== Segment start ==

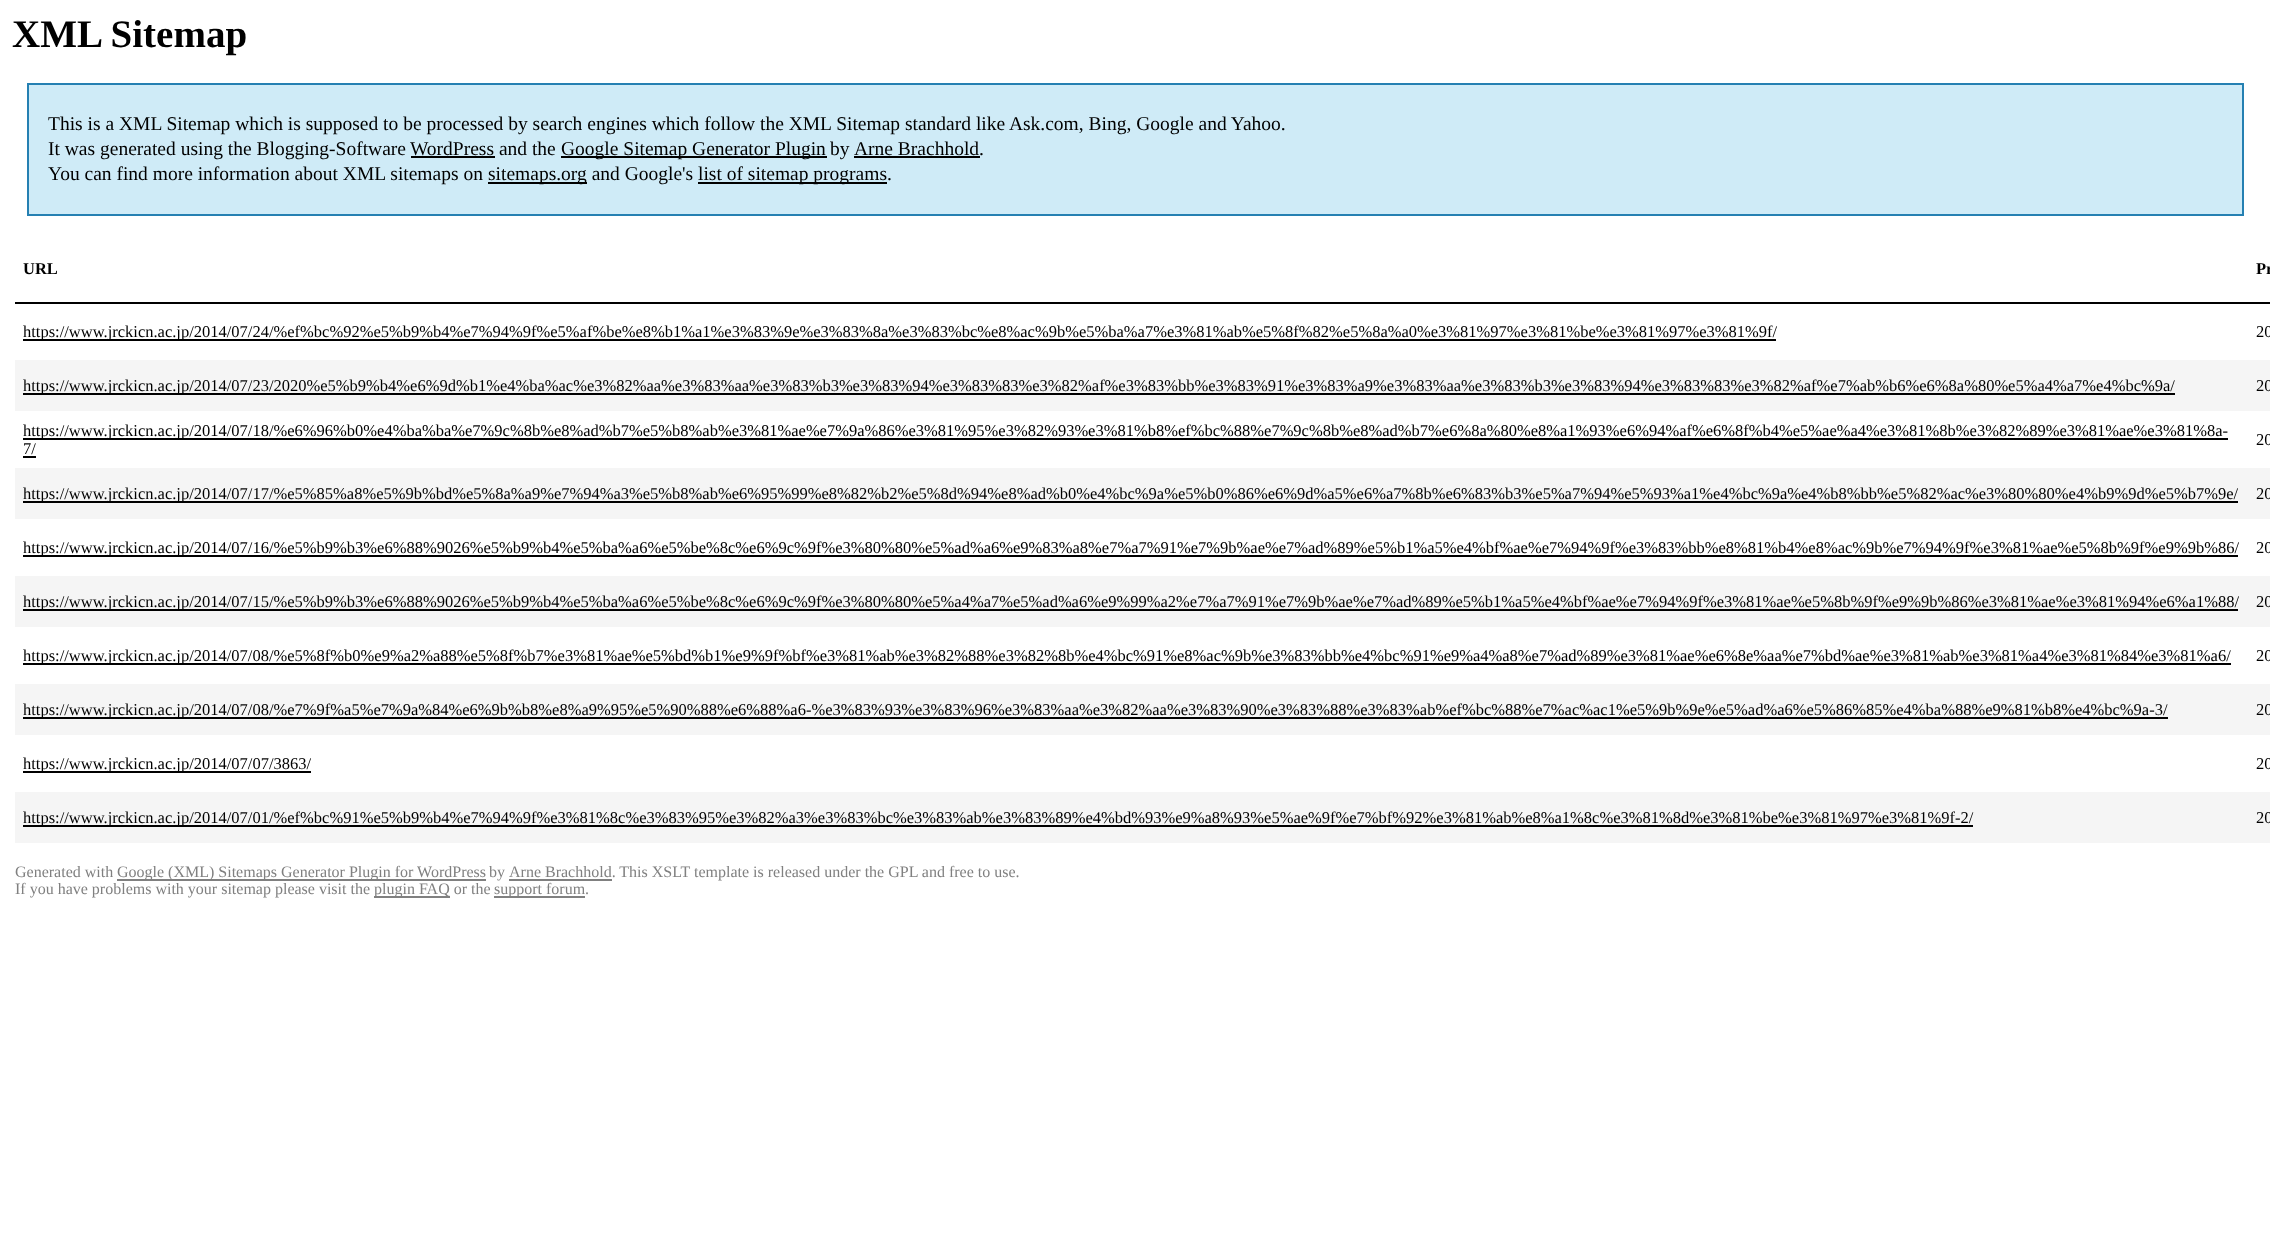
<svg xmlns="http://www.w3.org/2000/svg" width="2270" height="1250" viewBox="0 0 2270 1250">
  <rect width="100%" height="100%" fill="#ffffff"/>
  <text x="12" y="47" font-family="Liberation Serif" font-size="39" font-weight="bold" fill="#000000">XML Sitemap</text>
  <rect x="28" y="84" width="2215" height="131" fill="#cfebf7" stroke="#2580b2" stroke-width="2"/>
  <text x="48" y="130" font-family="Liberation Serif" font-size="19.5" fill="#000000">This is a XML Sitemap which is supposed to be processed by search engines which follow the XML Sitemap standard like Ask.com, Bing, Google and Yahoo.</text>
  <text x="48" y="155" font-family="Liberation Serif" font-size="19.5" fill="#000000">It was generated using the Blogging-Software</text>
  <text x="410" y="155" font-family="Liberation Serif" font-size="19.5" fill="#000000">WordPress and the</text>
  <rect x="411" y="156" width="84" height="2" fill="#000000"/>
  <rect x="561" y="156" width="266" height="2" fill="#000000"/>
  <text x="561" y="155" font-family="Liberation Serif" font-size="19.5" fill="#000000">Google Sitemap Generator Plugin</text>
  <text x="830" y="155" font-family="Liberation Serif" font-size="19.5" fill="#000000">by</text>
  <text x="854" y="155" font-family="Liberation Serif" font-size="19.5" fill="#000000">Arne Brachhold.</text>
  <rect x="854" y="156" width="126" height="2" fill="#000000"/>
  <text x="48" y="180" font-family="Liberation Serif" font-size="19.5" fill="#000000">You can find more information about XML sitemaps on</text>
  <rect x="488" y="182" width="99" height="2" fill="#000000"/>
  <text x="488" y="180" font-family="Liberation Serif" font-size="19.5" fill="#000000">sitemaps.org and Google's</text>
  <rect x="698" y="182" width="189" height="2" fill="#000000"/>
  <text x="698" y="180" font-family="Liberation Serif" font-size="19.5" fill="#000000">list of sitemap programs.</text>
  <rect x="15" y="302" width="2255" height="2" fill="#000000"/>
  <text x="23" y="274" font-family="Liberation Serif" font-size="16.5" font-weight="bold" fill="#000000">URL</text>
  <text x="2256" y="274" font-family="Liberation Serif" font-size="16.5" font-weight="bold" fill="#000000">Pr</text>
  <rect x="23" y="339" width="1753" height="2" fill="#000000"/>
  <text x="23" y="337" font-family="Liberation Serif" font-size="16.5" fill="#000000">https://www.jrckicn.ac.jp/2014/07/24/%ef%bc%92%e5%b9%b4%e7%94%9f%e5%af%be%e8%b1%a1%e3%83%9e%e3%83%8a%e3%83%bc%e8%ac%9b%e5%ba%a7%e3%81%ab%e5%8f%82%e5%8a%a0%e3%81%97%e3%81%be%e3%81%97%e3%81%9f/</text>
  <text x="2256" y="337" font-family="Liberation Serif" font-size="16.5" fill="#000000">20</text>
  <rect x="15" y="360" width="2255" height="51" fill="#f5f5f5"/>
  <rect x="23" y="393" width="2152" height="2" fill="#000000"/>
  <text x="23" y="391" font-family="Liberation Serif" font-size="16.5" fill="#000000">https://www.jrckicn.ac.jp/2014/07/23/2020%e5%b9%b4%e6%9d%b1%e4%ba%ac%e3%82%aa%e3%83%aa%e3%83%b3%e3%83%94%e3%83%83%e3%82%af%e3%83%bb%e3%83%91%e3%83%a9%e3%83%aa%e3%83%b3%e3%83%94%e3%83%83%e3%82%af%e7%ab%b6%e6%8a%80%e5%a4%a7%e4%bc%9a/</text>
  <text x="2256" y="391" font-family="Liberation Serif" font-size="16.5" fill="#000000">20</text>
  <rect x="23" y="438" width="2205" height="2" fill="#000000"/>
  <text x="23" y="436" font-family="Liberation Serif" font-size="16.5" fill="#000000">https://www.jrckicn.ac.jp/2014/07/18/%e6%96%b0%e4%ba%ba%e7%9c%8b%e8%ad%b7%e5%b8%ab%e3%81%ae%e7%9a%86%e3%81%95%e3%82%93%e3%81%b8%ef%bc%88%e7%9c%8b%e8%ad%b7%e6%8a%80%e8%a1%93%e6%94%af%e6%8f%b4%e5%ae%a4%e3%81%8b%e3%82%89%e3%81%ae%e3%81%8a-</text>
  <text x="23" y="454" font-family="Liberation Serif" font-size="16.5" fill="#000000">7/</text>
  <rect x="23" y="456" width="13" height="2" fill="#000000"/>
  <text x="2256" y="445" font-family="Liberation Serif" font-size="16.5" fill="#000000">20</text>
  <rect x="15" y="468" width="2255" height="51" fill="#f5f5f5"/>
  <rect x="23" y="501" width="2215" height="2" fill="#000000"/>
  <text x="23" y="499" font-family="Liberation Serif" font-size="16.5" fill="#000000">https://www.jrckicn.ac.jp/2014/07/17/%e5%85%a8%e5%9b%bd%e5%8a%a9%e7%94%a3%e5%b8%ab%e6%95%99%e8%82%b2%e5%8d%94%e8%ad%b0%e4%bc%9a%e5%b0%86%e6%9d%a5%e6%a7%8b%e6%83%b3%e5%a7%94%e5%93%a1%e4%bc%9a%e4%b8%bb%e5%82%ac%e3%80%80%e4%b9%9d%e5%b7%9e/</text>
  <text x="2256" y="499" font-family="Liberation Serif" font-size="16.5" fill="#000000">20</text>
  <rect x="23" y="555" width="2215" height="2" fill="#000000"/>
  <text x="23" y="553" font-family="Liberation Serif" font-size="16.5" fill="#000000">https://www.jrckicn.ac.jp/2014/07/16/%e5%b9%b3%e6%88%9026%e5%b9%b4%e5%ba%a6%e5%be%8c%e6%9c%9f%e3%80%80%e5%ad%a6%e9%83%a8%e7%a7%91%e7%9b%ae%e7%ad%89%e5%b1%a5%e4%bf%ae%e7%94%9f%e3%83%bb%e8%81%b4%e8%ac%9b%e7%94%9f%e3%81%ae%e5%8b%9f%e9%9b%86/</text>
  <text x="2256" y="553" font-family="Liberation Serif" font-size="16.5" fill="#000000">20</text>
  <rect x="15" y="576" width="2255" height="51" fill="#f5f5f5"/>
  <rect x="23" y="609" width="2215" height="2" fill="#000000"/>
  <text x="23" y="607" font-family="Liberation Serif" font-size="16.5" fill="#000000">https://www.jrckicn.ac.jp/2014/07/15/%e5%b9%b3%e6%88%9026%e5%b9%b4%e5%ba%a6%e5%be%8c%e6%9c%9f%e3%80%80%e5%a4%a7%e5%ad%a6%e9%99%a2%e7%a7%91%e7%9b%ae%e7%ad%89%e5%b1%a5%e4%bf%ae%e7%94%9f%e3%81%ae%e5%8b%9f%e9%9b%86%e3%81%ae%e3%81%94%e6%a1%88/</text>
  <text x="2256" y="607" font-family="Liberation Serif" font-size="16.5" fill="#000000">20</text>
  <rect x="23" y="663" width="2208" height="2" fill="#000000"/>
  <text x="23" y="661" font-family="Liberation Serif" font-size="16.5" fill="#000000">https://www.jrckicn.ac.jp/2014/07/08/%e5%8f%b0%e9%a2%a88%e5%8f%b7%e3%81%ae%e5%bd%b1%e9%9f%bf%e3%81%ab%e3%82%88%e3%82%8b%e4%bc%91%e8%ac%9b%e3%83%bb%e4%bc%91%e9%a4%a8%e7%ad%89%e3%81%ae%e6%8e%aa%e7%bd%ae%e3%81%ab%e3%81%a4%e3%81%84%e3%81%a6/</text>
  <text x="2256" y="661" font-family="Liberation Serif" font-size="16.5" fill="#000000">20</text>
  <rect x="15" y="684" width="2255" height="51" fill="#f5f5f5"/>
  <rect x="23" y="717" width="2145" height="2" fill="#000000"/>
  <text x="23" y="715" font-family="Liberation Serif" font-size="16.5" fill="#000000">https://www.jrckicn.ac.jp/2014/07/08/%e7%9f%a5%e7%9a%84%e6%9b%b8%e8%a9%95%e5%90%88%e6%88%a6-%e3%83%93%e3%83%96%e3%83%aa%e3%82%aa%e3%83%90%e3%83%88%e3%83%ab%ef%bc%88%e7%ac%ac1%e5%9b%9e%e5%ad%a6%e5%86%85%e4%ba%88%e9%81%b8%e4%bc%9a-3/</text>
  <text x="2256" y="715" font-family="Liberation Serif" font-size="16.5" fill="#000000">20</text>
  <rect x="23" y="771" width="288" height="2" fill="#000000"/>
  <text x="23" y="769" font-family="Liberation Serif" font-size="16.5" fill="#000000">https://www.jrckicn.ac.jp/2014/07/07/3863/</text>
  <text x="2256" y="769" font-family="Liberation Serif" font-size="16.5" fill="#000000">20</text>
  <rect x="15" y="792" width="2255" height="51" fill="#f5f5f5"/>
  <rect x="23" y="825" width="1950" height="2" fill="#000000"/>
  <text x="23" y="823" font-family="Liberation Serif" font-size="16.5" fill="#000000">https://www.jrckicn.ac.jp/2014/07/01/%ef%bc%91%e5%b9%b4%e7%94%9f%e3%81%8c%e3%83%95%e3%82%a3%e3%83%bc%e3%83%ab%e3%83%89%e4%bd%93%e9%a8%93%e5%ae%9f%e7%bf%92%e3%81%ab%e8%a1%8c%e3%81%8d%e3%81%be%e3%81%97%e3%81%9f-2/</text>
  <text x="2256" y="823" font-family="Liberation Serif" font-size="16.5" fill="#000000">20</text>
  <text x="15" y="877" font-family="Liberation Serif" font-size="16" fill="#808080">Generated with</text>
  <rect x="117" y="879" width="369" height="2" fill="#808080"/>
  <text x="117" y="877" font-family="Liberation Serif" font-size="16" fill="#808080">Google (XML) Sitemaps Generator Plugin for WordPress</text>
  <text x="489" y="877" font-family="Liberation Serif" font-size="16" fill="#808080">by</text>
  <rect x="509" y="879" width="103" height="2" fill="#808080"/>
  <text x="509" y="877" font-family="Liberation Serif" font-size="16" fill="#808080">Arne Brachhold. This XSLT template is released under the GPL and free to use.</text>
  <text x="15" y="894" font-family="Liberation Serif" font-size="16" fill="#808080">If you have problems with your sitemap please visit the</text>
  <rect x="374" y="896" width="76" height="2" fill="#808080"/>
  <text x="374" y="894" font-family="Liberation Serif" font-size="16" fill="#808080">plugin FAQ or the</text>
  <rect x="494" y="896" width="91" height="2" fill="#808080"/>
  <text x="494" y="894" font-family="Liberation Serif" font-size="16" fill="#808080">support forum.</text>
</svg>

== Segment end ==

What is needed:
Count the lines of the data that hold the word "with". Report the count and nothing more.

Answer section:
2